## EXERCISE GOAL
A faithful transcription of all the entries below is needed, without the pictures.

Stored entries

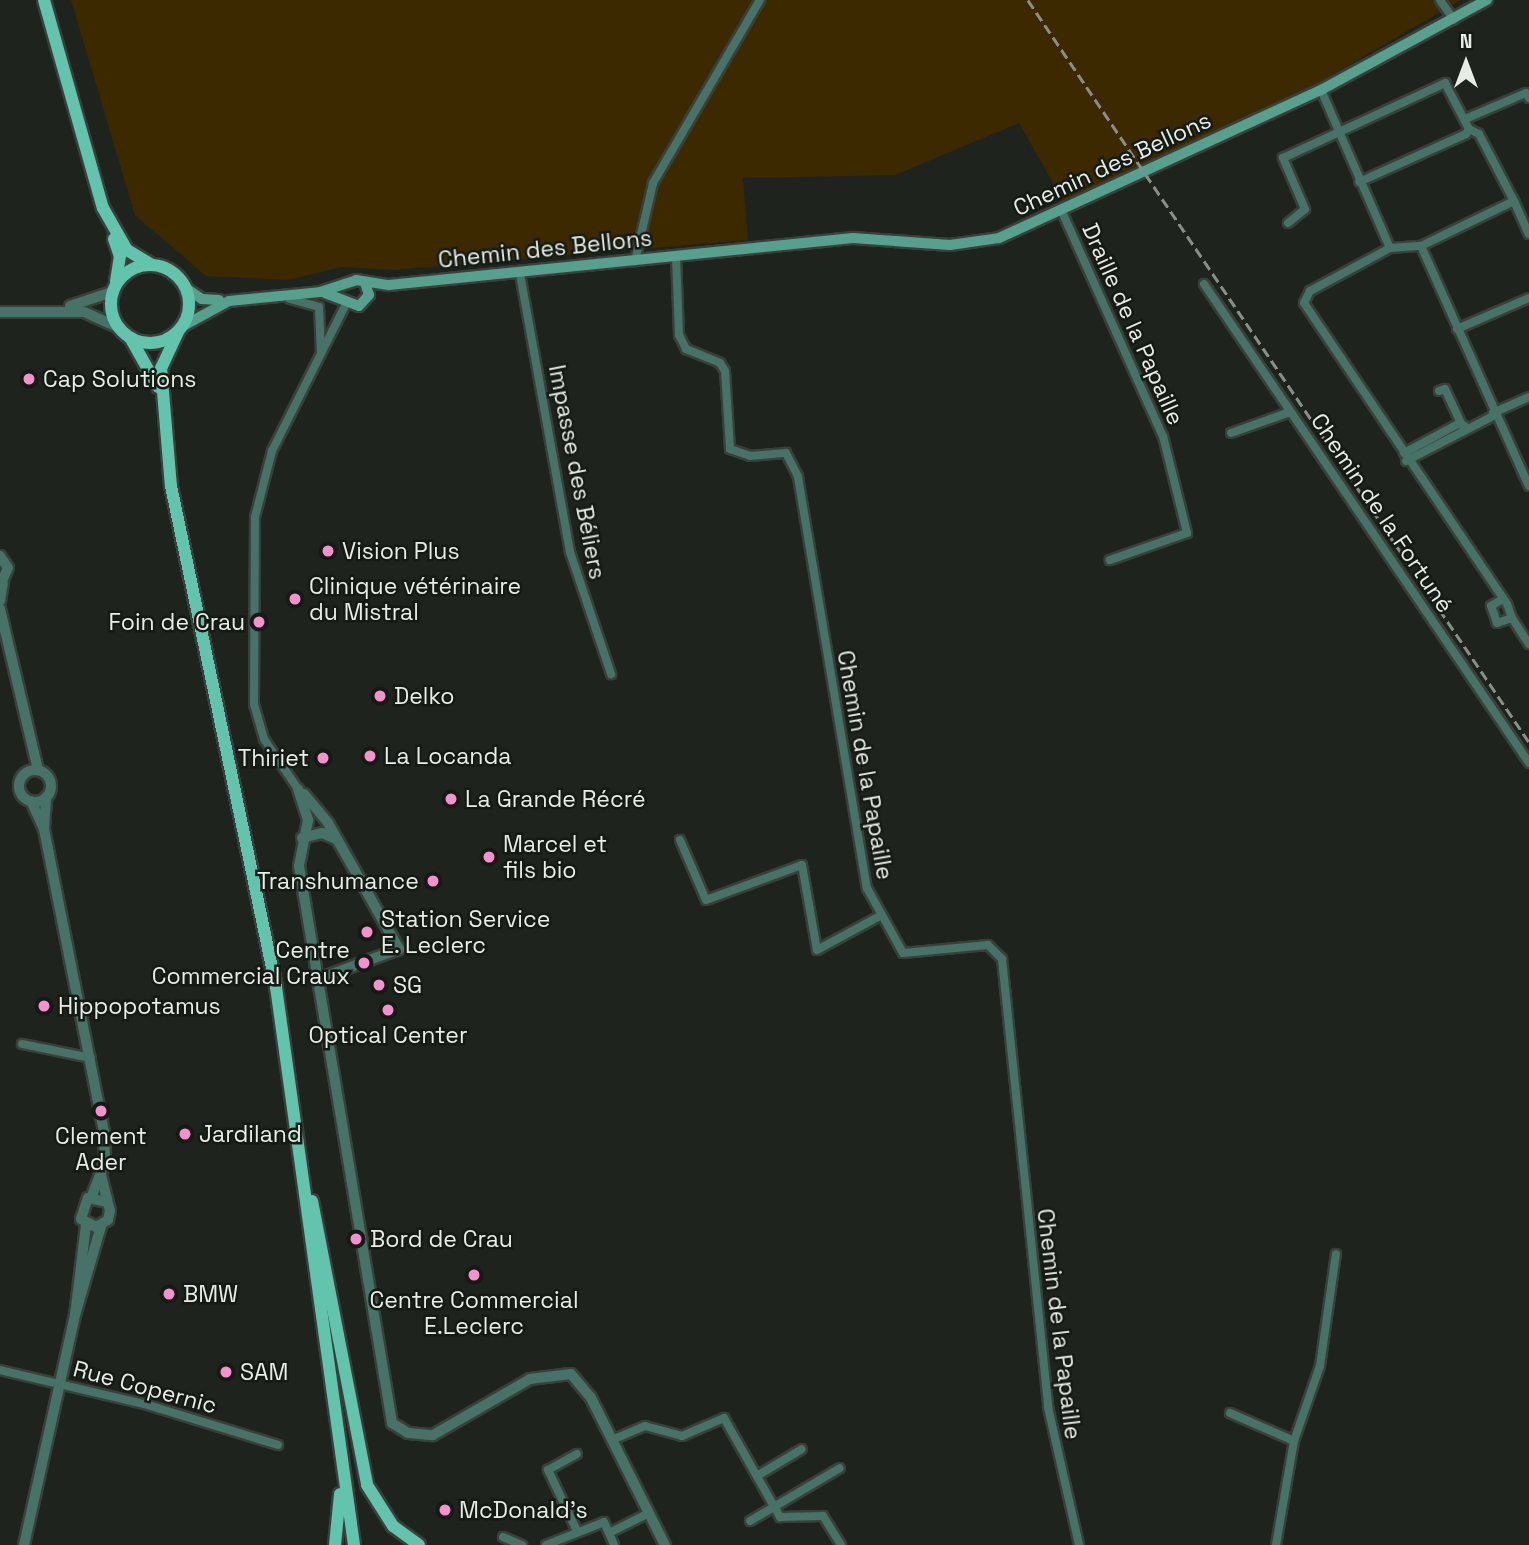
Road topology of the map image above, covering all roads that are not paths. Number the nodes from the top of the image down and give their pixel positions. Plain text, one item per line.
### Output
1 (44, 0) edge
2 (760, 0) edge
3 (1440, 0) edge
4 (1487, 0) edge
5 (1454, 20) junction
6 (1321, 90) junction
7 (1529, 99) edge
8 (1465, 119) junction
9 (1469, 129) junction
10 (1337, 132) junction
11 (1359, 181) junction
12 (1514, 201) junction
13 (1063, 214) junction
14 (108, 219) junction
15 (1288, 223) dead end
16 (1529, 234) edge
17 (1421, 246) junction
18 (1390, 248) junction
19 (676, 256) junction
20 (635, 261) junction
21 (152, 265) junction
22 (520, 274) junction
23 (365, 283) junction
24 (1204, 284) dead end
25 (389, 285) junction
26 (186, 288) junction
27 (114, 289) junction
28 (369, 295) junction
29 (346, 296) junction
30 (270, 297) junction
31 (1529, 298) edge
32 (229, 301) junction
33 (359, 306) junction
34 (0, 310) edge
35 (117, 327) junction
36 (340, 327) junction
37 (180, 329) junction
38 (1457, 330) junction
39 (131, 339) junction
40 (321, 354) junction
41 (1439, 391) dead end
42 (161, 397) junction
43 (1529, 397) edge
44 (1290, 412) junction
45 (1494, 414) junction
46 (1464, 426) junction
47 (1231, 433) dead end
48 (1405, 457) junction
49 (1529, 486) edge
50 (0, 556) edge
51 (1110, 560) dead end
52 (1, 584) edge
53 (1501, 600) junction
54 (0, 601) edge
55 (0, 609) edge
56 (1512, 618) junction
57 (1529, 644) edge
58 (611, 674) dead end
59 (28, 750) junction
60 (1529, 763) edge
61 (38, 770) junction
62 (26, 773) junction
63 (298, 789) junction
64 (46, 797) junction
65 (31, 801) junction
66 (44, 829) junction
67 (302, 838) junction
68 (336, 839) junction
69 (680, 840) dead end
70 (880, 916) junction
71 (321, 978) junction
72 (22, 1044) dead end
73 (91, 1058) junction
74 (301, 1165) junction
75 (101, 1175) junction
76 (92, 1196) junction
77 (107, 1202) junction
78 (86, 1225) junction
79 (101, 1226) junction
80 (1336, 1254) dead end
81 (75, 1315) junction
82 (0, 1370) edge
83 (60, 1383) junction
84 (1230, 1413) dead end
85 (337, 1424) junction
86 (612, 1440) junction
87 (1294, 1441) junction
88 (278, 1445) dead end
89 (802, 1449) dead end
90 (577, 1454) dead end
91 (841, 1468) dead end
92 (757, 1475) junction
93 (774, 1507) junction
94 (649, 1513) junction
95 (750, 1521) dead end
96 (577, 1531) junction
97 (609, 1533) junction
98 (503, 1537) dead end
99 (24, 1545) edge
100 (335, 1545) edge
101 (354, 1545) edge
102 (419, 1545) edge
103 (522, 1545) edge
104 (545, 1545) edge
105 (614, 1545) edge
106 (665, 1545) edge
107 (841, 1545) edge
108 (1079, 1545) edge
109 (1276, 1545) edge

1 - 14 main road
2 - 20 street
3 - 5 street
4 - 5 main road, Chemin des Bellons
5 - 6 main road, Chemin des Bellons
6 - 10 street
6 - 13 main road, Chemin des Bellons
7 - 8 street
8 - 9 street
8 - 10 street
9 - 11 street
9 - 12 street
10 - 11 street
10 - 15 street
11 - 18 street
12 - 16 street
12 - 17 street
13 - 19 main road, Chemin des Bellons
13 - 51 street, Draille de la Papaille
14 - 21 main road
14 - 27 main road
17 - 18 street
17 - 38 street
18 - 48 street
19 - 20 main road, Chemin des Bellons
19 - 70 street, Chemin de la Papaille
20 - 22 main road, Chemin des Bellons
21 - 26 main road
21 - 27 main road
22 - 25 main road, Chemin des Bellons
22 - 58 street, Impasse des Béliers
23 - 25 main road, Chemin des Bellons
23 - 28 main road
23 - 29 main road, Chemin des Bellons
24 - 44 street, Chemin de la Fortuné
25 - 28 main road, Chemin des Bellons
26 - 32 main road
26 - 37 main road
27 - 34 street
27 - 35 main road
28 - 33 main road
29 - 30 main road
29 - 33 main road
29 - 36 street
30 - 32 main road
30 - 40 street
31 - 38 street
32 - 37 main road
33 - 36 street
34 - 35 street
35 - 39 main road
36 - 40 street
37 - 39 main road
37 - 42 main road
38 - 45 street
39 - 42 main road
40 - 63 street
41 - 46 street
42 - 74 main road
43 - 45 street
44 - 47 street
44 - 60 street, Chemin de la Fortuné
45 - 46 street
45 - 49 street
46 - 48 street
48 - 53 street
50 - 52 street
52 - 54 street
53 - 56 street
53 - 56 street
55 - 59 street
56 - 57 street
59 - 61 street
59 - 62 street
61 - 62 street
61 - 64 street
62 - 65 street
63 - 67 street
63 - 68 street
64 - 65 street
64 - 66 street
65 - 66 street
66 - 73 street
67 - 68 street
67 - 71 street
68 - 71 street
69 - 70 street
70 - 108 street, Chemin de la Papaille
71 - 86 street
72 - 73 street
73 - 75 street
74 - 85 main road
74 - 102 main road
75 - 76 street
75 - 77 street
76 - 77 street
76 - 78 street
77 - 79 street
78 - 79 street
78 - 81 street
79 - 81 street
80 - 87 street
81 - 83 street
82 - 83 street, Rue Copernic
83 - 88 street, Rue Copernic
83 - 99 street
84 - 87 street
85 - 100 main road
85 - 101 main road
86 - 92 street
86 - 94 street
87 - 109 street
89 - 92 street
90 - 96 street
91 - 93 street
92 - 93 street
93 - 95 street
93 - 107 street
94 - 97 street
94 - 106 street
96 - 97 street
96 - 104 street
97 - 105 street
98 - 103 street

## WRITTEN SOLUTION
Road topology of the map image above, covering all roads that are not paths. Number the nodes from the top of the image down and give their pixel positions. Plain text, one item per line.
### Output
1 (44, 0) edge
2 (760, 0) edge
3 (1440, 0) edge
4 (1487, 0) edge
5 (1454, 20) junction
6 (1321, 90) junction
7 (1529, 99) edge
8 (1465, 119) junction
9 (1469, 129) junction
10 (1337, 132) junction
11 (1359, 181) junction
12 (1514, 201) junction
13 (1063, 214) junction
14 (108, 219) junction
15 (1288, 223) dead end
16 (1529, 234) edge
17 (1421, 246) junction
18 (1390, 248) junction
19 (676, 256) junction
20 (635, 261) junction
21 (152, 265) junction
22 (520, 274) junction
23 (365, 283) junction
24 (1204, 284) dead end
25 (389, 285) junction
26 (186, 288) junction
27 (114, 289) junction
28 (369, 295) junction
29 (346, 296) junction
30 (270, 297) junction
31 (1529, 298) edge
32 (229, 301) junction
33 (359, 306) junction
34 (0, 310) edge
35 (117, 327) junction
36 (340, 327) junction
37 (180, 329) junction
38 (1457, 330) junction
39 (131, 339) junction
40 (321, 354) junction
41 (1439, 391) dead end
42 (161, 397) junction
43 (1529, 397) edge
44 (1290, 412) junction
45 (1494, 414) junction
46 (1464, 426) junction
47 (1231, 433) dead end
48 (1405, 457) junction
49 (1529, 486) edge
50 (0, 556) edge
51 (1110, 560) dead end
52 (1, 584) edge
53 (1501, 600) junction
54 (0, 601) edge
55 (0, 609) edge
56 (1512, 618) junction
57 (1529, 644) edge
58 (611, 674) dead end
59 (28, 750) junction
60 (1529, 763) edge
61 (38, 770) junction
62 (26, 773) junction
63 (298, 789) junction
64 (46, 797) junction
65 (31, 801) junction
66 (44, 829) junction
67 (302, 838) junction
68 (336, 839) junction
69 (680, 840) dead end
70 (880, 916) junction
71 (321, 978) junction
72 (22, 1044) dead end
73 (91, 1058) junction
74 (301, 1165) junction
75 (101, 1175) junction
76 (92, 1196) junction
77 (107, 1202) junction
78 (86, 1225) junction
79 (101, 1226) junction
80 (1336, 1254) dead end
81 (75, 1315) junction
82 (0, 1370) edge
83 (60, 1383) junction
84 (1230, 1413) dead end
85 (337, 1424) junction
86 (612, 1440) junction
87 (1294, 1441) junction
88 (278, 1445) dead end
89 (802, 1449) dead end
90 (577, 1454) dead end
91 (841, 1468) dead end
92 (757, 1475) junction
93 (774, 1507) junction
94 (649, 1513) junction
95 (750, 1521) dead end
96 (577, 1531) junction
97 (609, 1533) junction
98 (503, 1537) dead end
99 (24, 1545) edge
100 (335, 1545) edge
101 (354, 1545) edge
102 (419, 1545) edge
103 (522, 1545) edge
104 (545, 1545) edge
105 (614, 1545) edge
106 (665, 1545) edge
107 (841, 1545) edge
108 (1079, 1545) edge
109 (1276, 1545) edge

1 - 14 main road
2 - 20 street
3 - 5 street
4 - 5 main road, Chemin des Bellons
5 - 6 main road, Chemin des Bellons
6 - 10 street
6 - 13 main road, Chemin des Bellons
7 - 8 street
8 - 9 street
8 - 10 street
9 - 11 street
9 - 12 street
10 - 11 street
10 - 15 street
11 - 18 street
12 - 16 street
12 - 17 street
13 - 19 main road, Chemin des Bellons
13 - 51 street, Draille de la Papaille
14 - 21 main road
14 - 27 main road
17 - 18 street
17 - 38 street
18 - 48 street
19 - 20 main road, Chemin des Bellons
19 - 70 street, Chemin de la Papaille
20 - 22 main road, Chemin des Bellons
21 - 26 main road
21 - 27 main road
22 - 25 main road, Chemin des Bellons
22 - 58 street, Impasse des Béliers
23 - 25 main road, Chemin des Bellons
23 - 28 main road
23 - 29 main road, Chemin des Bellons
24 - 44 street, Chemin de la Fortuné
25 - 28 main road, Chemin des Bellons
26 - 32 main road
26 - 37 main road
27 - 34 street
27 - 35 main road
28 - 33 main road
29 - 30 main road
29 - 33 main road
29 - 36 street
30 - 32 main road
30 - 40 street
31 - 38 street
32 - 37 main road
33 - 36 street
34 - 35 street
35 - 39 main road
36 - 40 street
37 - 39 main road
37 - 42 main road
38 - 45 street
39 - 42 main road
40 - 63 street
41 - 46 street
42 - 74 main road
43 - 45 street
44 - 47 street
44 - 60 street, Chemin de la Fortuné
45 - 46 street
45 - 49 street
46 - 48 street
48 - 53 street
50 - 52 street
52 - 54 street
53 - 56 street
53 - 56 street
55 - 59 street
56 - 57 street
59 - 61 street
59 - 62 street
61 - 62 street
61 - 64 street
62 - 65 street
63 - 67 street
63 - 68 street
64 - 65 street
64 - 66 street
65 - 66 street
66 - 73 street
67 - 68 street
67 - 71 street
68 - 71 street
69 - 70 street
70 - 108 street, Chemin de la Papaille
71 - 86 street
72 - 73 street
73 - 75 street
74 - 85 main road
74 - 102 main road
75 - 76 street
75 - 77 street
76 - 77 street
76 - 78 street
77 - 79 street
78 - 79 street
78 - 81 street
79 - 81 street
80 - 87 street
81 - 83 street
82 - 83 street, Rue Copernic
83 - 88 street, Rue Copernic
83 - 99 street
84 - 87 street
85 - 100 main road
85 - 101 main road
86 - 92 street
86 - 94 street
87 - 109 street
89 - 92 street
90 - 96 street
91 - 93 street
92 - 93 street
93 - 95 street
93 - 107 street
94 - 97 street
94 - 106 street
96 - 97 street
96 - 104 street
97 - 105 street
98 - 103 street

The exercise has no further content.